Robyn Hanson spoke of her relative Vanessa Pickering, who was murdered by Malcolm Chaston while he was on bail.
She described Chaston as a ''ticking time bomb'' who should never have been granted bail.
''Urgent changes need to happen so no other families have to suffer such an unnecessary tragedy.''
Pickering's body was found on a hill near Godley Head in Christchurch in February 2010. Chaston, a 41-year-old with a violent criminal history, was jailed indefinitely for her murder.
The Sensible Sentencing Trust said several murders had been committed by offenders on bail and wanted ''to send a very clear message to judges''.
Ministry of Justice statistics released at yesterday's rally revealed 5082 people breached bail conditions in 2007.
Of those, about a quarter offended while released on bail.
The trust has called for amendments to the Bail Act, including the removal of the option of bail for defendants with a history of violent offending which had involved a sentence of more than two years.
The trust also wanted an automatic inquiry after serious breaches of bail similar to that carried out after police shootings.
Holding placards and dressed in turquoise, Marceau's favourite colour, yesterday's protest group marched to Britomart in Auckland's CBD to garner signatures for a law reform petition.
Tracey and Brian Marceau were supposed to be celebrating daughter Heather's wedding this week, but instead were spear-heading the law reform campaign ''Christie's Law'', named in honour of their dead daughter.
At times Tracey Marceau struggled to contain the tears and could be seen clutching a locket containing some of her daughter's ashes.
She said the necklace was a final reminder of her daughter, who died in her arms after being stabbed in their Auckland home last November.

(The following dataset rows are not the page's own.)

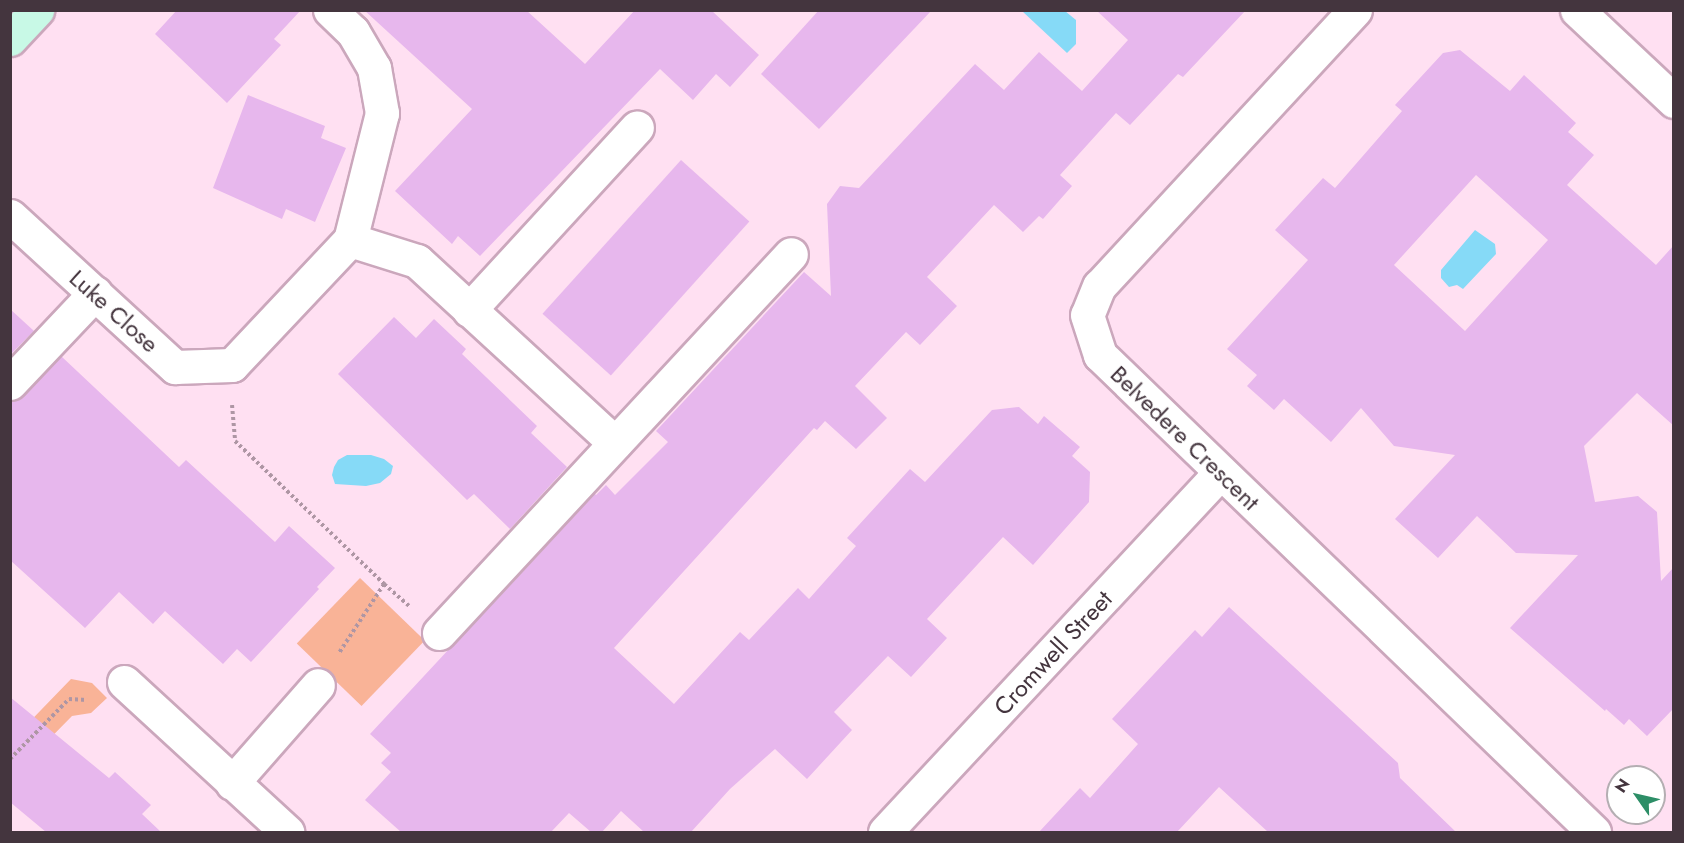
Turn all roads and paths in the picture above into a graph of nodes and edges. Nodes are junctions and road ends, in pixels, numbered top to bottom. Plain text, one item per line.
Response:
1 (37, 10) edge
2 (330, 10) edge
3 (1355, 10) edge
4 (1577, 10) edge
5 (10, 39) edge
6 (1674, 100) edge
7 (637, 127) dead end
8 (10, 216) edge
9 (350, 240) junction
10 (791, 254) dead end
11 (94, 293) junction
12 (470, 310) junction
13 (232, 365) junction
14 (10, 382) edge
15 (615, 443) junction
16 (1220, 473) junction
17 (439, 633) dead end
18 (124, 682) dead end
19 (318, 685) joint
20 (90, 701) dead end
21 (10, 759) edge
22 (232, 783) junction
23 (287, 832) edge
24 (885, 832) edge
25 (1594, 832) edge

1 - 5 street
2 - 9 street
3 - 16 street, Belvedere Crescent
4 - 6 street
7 - 12 street
8 - 11 street, Luke Close
9 - 12 street
9 - 13 street
10 - 15 street
11 - 13 street, Luke Close
11 - 14 street
12 - 15 street
13 - 19 path
15 - 17 street
16 - 24 street, Cromwell Street
16 - 25 street, Belvedere Crescent
18 - 22 street
19 - 22 street
20 - 21 path
22 - 23 street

''This is what I have left of my child,'' she said. ''I carry this piece of my child here because that is all I have been left with. I have her with me all the time.''
Marceau said she didn't want anyone to go through what she suffered every day.
''Christie was supposed to be the maid of honour at her sister's wedding this Friday. How do you think that makes us feel?''
Christie's sister, Heather, cried as her parents spoke of how their lives had been tipped upside down since Christie's death.
''In some ways I'm crying for Christie but in other ways I'm crying because there is so much support. It's unbelievably touching how people have come together like this.''
Family and friends also used the day to remember Christie Marceau.
Former classmate Kirsty Chettle said Marceau was an amazing friend who always put others first.
Another friend, Katherine Devonshire, said Marceau would normally be the type to organise the protest.